No setlist for Bonnie at Shea's on setlist.fm, but here's what she did the next night at the Landmark Theater in Syracuse.

I Thank You (Sam & Dave cover)

The Glow

Three Time Loser (Don Covay cover)

You're Gonna Get What's Coming (Robert Palmer cover)

Sleep's Dark and Silent Gate (Jackson Browne cover)

Your Good Thing (Is About to End) (Mable John cover)

Standin' by the Same Old Love

Sugar Daddy (Delbert McClinton & Glen Clark cover)

Angel From Montgomery (John Prine cover)

Give It Up or Let Me Go

Power (John Hall cover)

(encore)

Runaway (Del Shannon cover)

Power (reprise)

            Bonnie did the fans even better on Nov. 3 at the Palladium in New York City, when John Hall came out to sing with her.
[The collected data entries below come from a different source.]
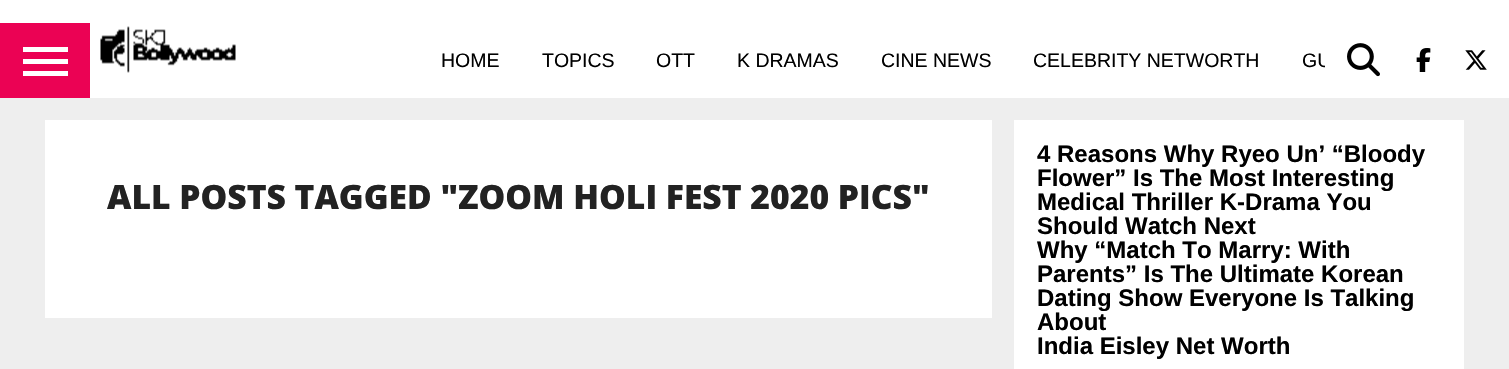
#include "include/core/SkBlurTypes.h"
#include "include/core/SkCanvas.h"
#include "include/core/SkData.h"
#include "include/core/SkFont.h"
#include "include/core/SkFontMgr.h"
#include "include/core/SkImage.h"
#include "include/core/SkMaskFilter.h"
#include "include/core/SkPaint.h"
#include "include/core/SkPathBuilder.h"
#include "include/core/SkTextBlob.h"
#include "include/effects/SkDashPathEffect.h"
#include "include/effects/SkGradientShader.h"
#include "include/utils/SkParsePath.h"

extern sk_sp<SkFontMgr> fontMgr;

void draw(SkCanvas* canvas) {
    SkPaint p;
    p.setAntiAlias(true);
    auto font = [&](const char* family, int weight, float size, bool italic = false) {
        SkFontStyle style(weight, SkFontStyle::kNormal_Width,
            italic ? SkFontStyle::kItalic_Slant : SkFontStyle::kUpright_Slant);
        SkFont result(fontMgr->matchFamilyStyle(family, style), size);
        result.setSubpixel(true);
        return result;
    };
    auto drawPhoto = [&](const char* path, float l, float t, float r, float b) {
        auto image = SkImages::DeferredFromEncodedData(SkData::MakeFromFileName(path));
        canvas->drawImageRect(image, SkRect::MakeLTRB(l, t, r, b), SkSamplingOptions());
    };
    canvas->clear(0xFFEEEEEE);
    {
        const struct { float l, t, r, b; SkColor color; } items[] = {
            {0, 0, 1509, 23, 0xFFFFFFFF},
            {90, 23, 1325, 98, 0xFFFFFFFF},
            {0, 23, 90, 98, 0xFFEB0254},
            {23, 47, 68, 52, 0xFFFFFFFF},
            {23, 59, 68, 64, 0xFFFFFFFF},
            {23, 71, 68, 76, 0xFFFFFFFF},
        };
        for (auto [l, t, r, b, color] : items) {
            p.setColor(color);
            canvas->drawRect(SkRect::MakeLTRB(l, t, r, b), p);
        }
    }
    drawPhoto("media/1.png", 100, 26, 236, 73);
    auto font1 = font("Liberation Sans", 400, 19.5f);
    p.setColor(0xFF000000);
    {
        const struct { const char* s; float x, y; } items[] = {
            {"HOME", 441, 67},
            {"TOPICS", 542, 67},
            {"OTT", 656, 67},
            {"K DRAMAS", 737, 67},
            {"CINE NEWS", 881, 67},
            {"CELEBRITY NETWORTH", 1033, 67},
            {"GU", 1302, 67},
        };
        for (auto [s, x, y] : items) {
            canvas->drawString(s, x, y, font1, p);
        }
    }
    p.setColor(0xFFFFFFFF);
    canvas->drawRect(SkRect::MakeLTRB(1325, 23, 1509, 98), p);
    drawPhoto("media/2.png", 1347, 43, 1380, 77);
    drawPhoto("media/3.png", 1416, 48, 1431, 72);
    drawPhoto("media/4.png", 1465, 50, 1487, 70);
    canvas->drawRect(SkRect::MakeLTRB(45, 120, 992, 318), p);
    auto font2 = font("Open Sans", 800, 33.6f);
    p.setColor(0xFF222222);
    canvas->drawString("ALL POSTS TAGGED \"ZOOM HOLI FEST 2020 PICS\"", 107, 209, font2, p);
    p.setColor(0xFFFFFFFF);
    canvas->drawRect(SkRect::MakeLTRB(1014, 120, 1464, 369), p);
    auto font3 = font("Liberation Sans", 700, 24);
    p.setColor(0xFF000000);
    {
        const struct { const char* s; float x, y; } items[] = {
            {"4 Reasons Why Ryeo Un’ “Bloody", 1037, 162},
            {"Flower” Is The Most Interesting", 1037, 186},
            {"Medical Thriller K-Drama You", 1037, 210},
            {"Should Watch Next", 1037, 234},
            {"Why “Match To Marry: With", 1037, 258},
            {"Parents” Is The Ultimate Korean", 1037, 282},
            {"Dating Show Everyone Is Talking", 1037, 306},
            {"About", 1037, 330},
            {"India Eisley Net Worth", 1037, 354},
        };
        for (auto [s, x, y] : items) {
            canvas->drawString(s, x, y, font3, p);
        }
    }
}
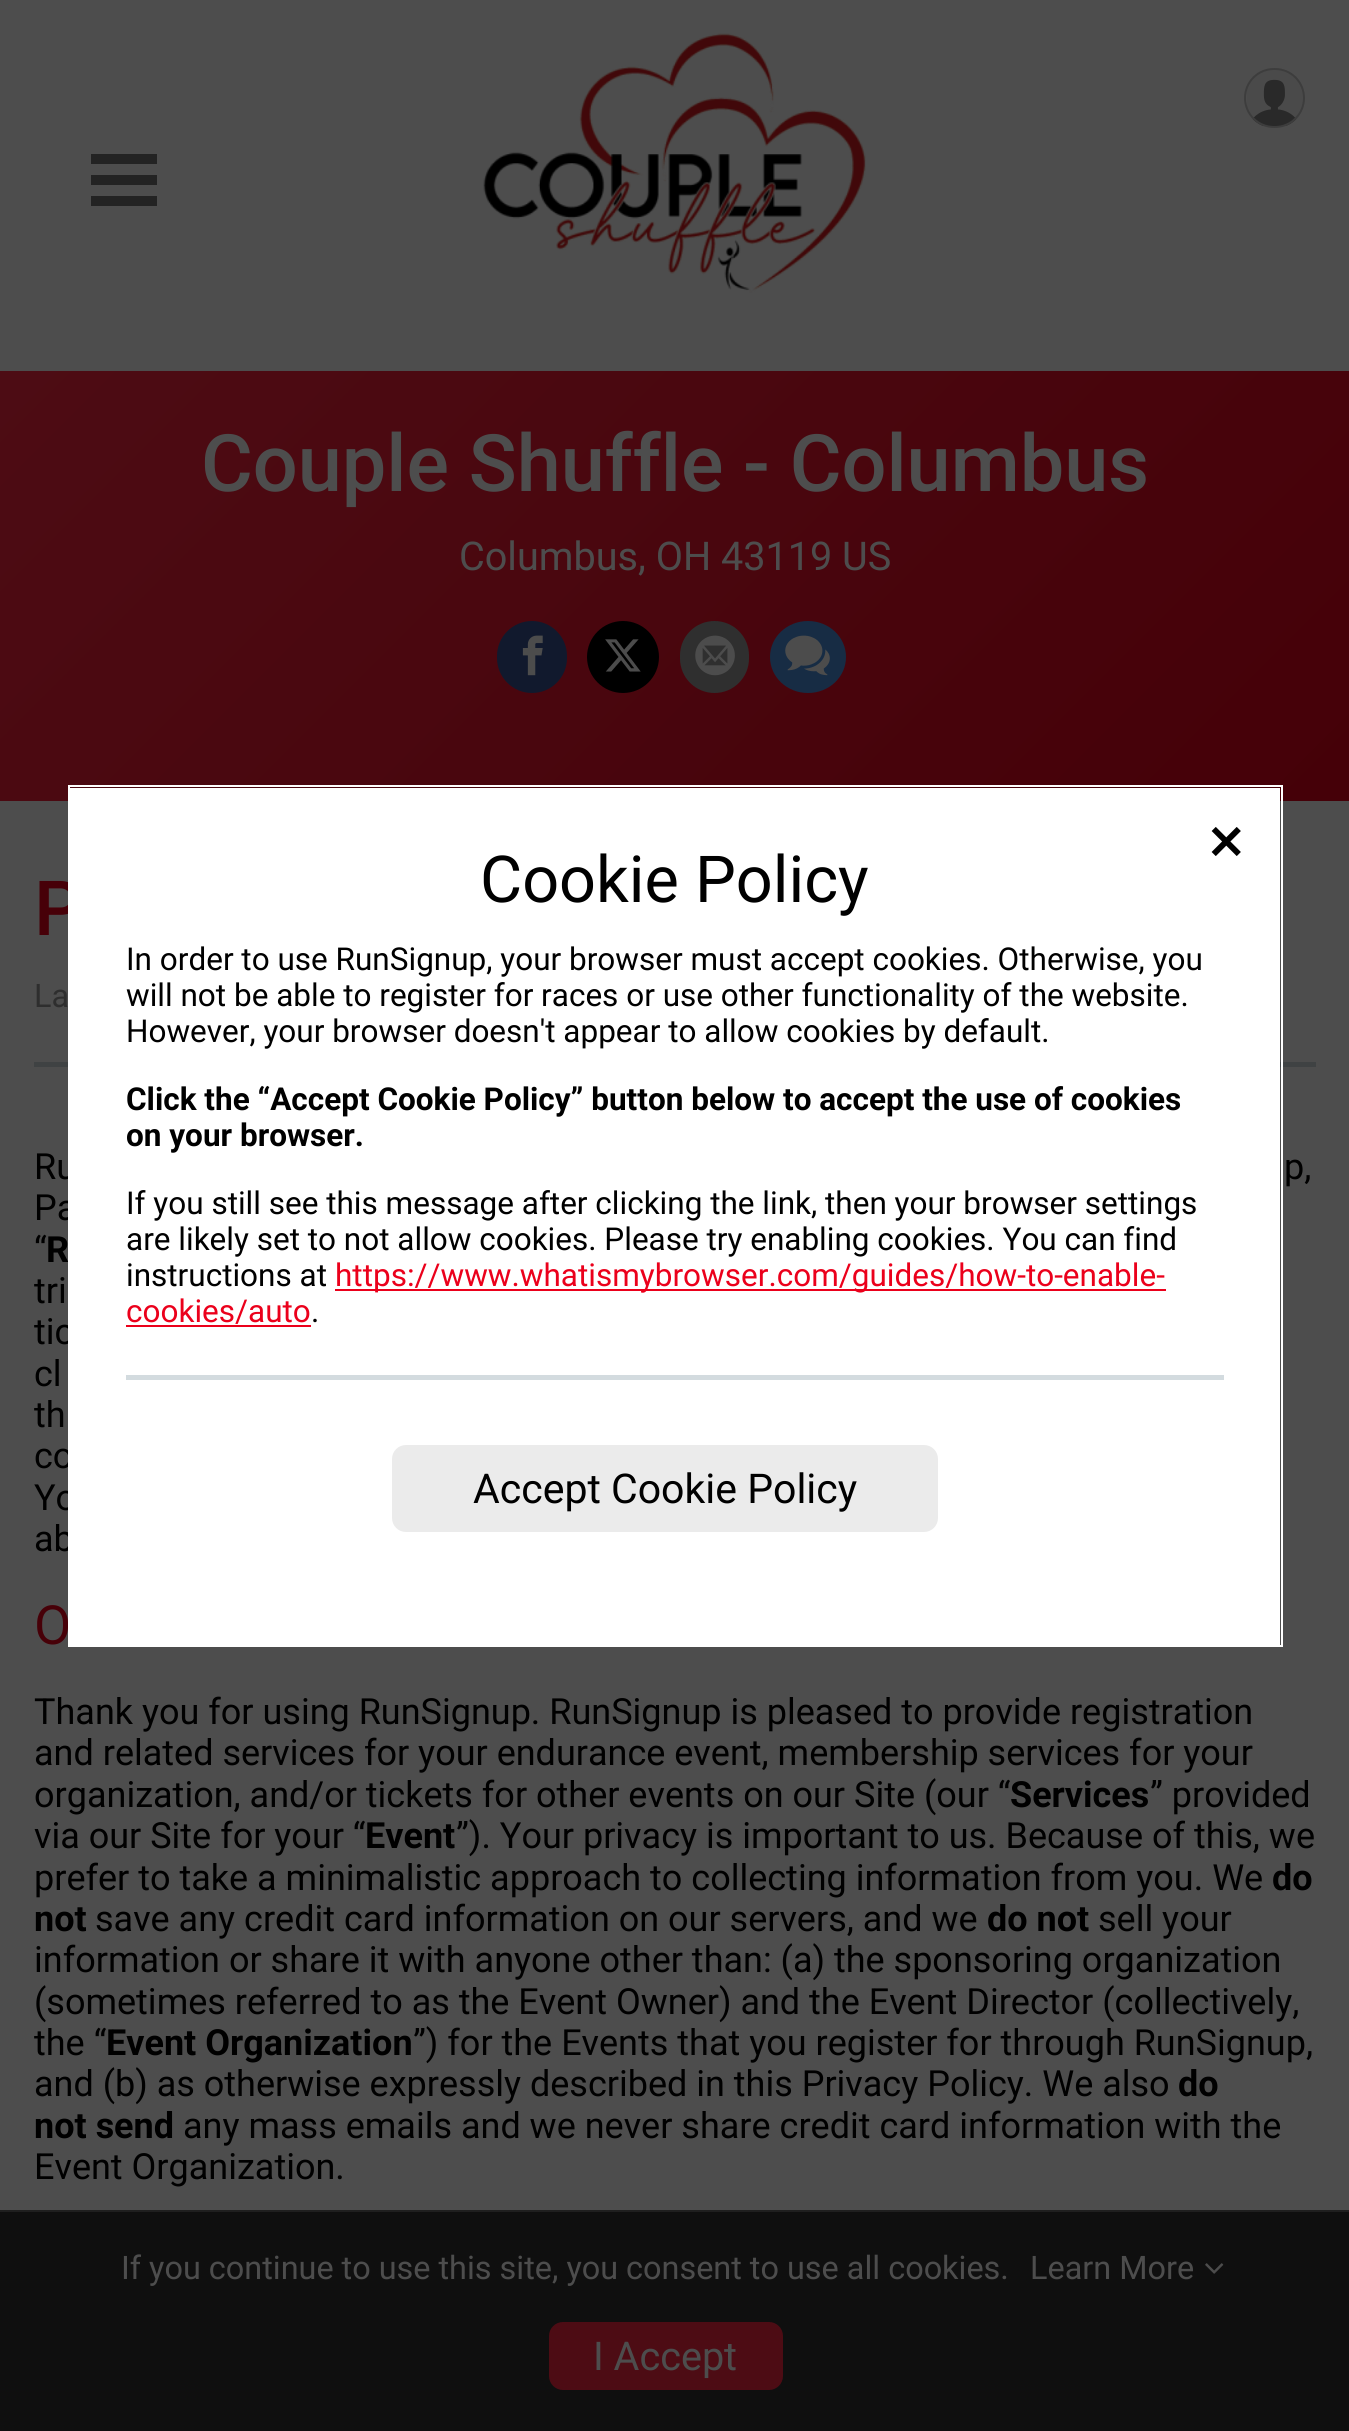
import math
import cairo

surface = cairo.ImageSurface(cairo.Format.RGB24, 1349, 2431)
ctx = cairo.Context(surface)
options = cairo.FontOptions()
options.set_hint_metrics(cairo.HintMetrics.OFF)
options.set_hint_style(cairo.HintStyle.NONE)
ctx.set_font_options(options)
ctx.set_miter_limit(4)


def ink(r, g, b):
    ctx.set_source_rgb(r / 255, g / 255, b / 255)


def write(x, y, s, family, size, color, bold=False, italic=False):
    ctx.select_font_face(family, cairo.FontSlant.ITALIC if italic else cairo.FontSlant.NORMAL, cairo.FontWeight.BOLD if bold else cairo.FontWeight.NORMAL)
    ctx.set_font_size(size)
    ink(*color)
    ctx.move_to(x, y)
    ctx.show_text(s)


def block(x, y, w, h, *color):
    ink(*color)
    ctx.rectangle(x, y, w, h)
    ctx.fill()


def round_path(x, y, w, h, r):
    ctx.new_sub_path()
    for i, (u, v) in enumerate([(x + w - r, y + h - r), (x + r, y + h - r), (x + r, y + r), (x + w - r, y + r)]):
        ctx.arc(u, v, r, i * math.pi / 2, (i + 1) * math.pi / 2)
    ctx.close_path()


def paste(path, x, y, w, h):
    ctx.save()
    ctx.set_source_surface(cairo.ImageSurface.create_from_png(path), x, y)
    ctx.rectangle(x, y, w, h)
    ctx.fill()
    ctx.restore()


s1 = dict(family="Roboto Medium", size=79.25, color=(77, 77, 77))
s2 = dict(family="Roboto", size=39.6, color=(77, 77, 77))
s3 = dict(family="Roboto Medium", size=76, color=(71, 0, 8))
s4 = dict(family="Roboto", size=32.4, color=(46, 46, 46))
s5 = dict(family="Roboto", size=36, color=(0, 0, 0))
s6 = dict(family="Roboto", size=36, color=(0, 0, 0), bold=True)
s7 = dict(family="Roboto", size=54, color=(71, 0, 8))
s8 = dict(family="Roboto", size=64.75, color=(0, 0, 0))
s9 = dict(family="Roboto", size=31.5, color=(0, 0, 0))
s10 = dict(family="Roboto", size=31.5, color=(0, 0, 0), bold=True)
s11 = dict(family="Roboto", size=31.5, color=(235, 0, 27))
s12 = dict(family="Roboto", size=41, color=(0, 0, 0))
s13 = dict(family="Roboto", size=32.4, color=(77, 77, 77))

ink(77, 77, 77)
ctx.paint()
paste("pic1.png", 483, 33, 383, 260)
paste("pic2.png", 1247, 70, 56, 56)
round_path(1245, 69, 59, 58, 29)
ink(61, 61, 61)
ctx.stroke()
ink(35, 35, 35)
ctx.new_path()
ctx.move_to(157, 154)
ctx.line_to(157, 164)
ctx.line_to(91, 164)
ctx.line_to(91, 154)
ctx.close_path()
ctx.move_to(157, 175)
ctx.line_to(157, 185)
ctx.line_to(91, 185)
ctx.line_to(91, 175)
ctx.close_path()
ctx.move_to(157, 196)
ctx.line_to(157, 206)
ctx.line_to(91, 206)
ctx.line_to(91, 196)
ctx.close_path()
ctx.fill()
gradient = cairo.LinearGradient(1120, 1031, 230, 141)
gradient.add_color_stop_rgba(0, 0.271, 0, 0.031, 1)
gradient.add_color_stop_rgba(1, 0.302, 0.047, 0.078, 1)
ctx.set_source(gradient)
ctx.rectangle(0, 371, 1349, 430)
ctx.fill()
write(201, 491, "Couple Shuffle - Columbus", **s1)
write(459, 570, "Columbus, OH 43119 US", **s2)
ink(17, 25, 45)
round_path(497, 621, 70, 72, 35)
ctx.fill()
paste("pic3.png", 522, 635, 21, 41)
ink(0, 0, 0)
ctx.arc(623, 657, 36, 0, 2 * math.pi)
ctx.fill()
paste("pic4.png", 605, 639, 36, 33)
ink(47, 47, 47)
round_path(680, 621, 69, 72, 34.5)
ctx.fill()
paste("pic5.png", 695, 635, 40, 41)
ink(23, 44, 68)
ctx.new_path()
ctx.move_to(808, 621)
ctx.curve_to(829, 621, 846, 637, 846, 657)
ctx.curve_to(846, 677, 829, 693, 808, 693)
ctx.curve_to(787, 693, 770, 677, 770, 657)
ctx.curve_to(770, 637, 787, 621, 808, 621)
ctx.close_path()
ctx.fill()
paste("pic6.png", 785, 635, 45, 41)
write(34, 935, "P", **s3)
write(34, 1007, "La", **s4)
block(34, 1062, 1282, 5, 63, 66, 67)
write(34, 1179, "Ru", **s5)
write(1284, 1179, "p,", **s5)
write(34, 1220, "Pa", **s5)
write(34, 1262, "“", **s5)
write(46, 1262, "R", **s6)
write(34, 1303, "tri", **s5)
write(34, 1344, "tic", **s5)
write(34, 1386, "cl", **s5)
write(34, 1427, "th", **s5)
write(34, 1468, "co", **s5)
write(34, 1510, "Yo", **s5)
write(34, 1551, "ab", **s5)
write(34, 1644, "O", **s7)
write(34, 1724, "Thank you for using RunSignup. RunSignup is pleased to provide registration", **s5)
write(34, 1765, "and related services for your endurance event, membership services for your", **s5)
write(34, 1807, "organization, and/or tickets for other events on our Site (our “", **s5)
write(1010, 1807, "Services", **s6)
write(1150, 1807, "” provided", **s5)
write(34, 1848, "via our Site for your “", **s5)
write(365, 1848, "Event", **s6)
write(456, 1848, "”). Your privacy is important to us. Because of this, we", **s5)
write(34, 1890, "prefer to take a minimalistic approach to collecting information from you. We", **s5)
write(1272, 1890, "do", **s6)
write(34, 1931, "not", **s6)
write(95, 1931, "save any credit card information on our servers, and we", **s5)
write(987, 1931, "do not", **s6)
write(1098, 1931, "sell your", **s5)
write(34, 1972, "information or share it with anyone other than: (a) the sponsoring organization", **s5)
write(34, 2014, "(sometimes referred to as the Event Owner) and the Event Director (collectively,", **s5)
write(34, 2055, "the “", **s5)
write(106, 2055, "Event Organization", **s6)
write(413, 2055, "”) for the Events that you register for through RunSignup,", **s5)
write(34, 2096, "and (b) as otherwise expressly described in this Privacy Policy. We also", **s5)
write(1178, 2096, "do", **s6)
write(34, 2138, "not send", **s6)
write(183, 2138, "any mass emails and we never share credit card information with the", **s5)
write(34, 2179, "Event Organization.", **s5)
ctx.rectangle(69, 786, 1213, 860)
ink(255, 255, 255)
ctx.stroke()
block(70, 788, 1210, 857, 255, 255, 255)
paste("pic7.png", 1211, 827, 30, 29)
write(480, 902, "Cookie Policy", **s8)
write(126, 970, "In order to use RunSignup, your browser must accept cookies. Otherwise, you", **s9)
write(126, 1006, "will not be able to register for races or use other functionality of the website.", **s9)
write(126, 1042, "However, your browser doesn't appear to allow cookies by default.", **s9)
write(126, 1110, "Click the “Accept Cookie Policy” button below to accept the use of cookies", **s10)
write(126, 1146, "on your browser.", **s10)
write(126, 1214, "If you still see this message after clicking the link, then your browser settings", **s9)
write(126, 1250, "are likely set to not allow cookies. Please try enabling cookies. You can find", **s9)
write(126, 1286, "instructions at", **s9)
block(335, 1289, 831, 2, 235, 0, 27)
write(335, 1286, "https://www.whatismybrowser.com/guides/how-to-enable-", **s11)
write(126, 1322, "cookies/auto", **s11)
block(126, 1325, 185, 2, 235, 0, 27)
write(311, 1322, ".", **s9)
block(126, 1375, 1098, 5, 211, 219, 223)
ink(235, 235, 235)
round_path(392, 1445, 546, 87, 14)
ctx.fill()
write(473, 1503, "Accept Cookie Policy", **s12)
block(0, 2212, 1349, 219, 15, 15, 15)
block(0, 2210, 1349, 2, 31, 31, 31)
write(121, 2279, "If you continue to use this site, you consent to use all cookies.", **s13)
write(1030, 2279, "Learn More", **s13)
paste("pic8.png", 1205, 2263, 19, 11)
ink(77, 12, 20)
round_path(549, 2322, 234, 68, 14)
ctx.fill()
write(593, 2370, "I Accept", **s2)
surface.write_to_png("screenshot.png")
That one opened with Aretha Franklin's "Baby I Love You" and included a second Jackson Browne song, "Under the Falling Sky," along with an encore of "You've Got to Feel It" and "You've Been in Love Too Long."

            Steve Forbert released his second album, "Jackrabbit Slim," in 1979 and it gave him his biggest hit, "Romeo's Tune," which climbed to No. 11 on the Billboard singles chart, high enough to officially make him a one-hit wonder. Our good friend Gurf Morlix plays some tasty guitar on Forbert's latest album, "Daylight Savings Time," which has just come out.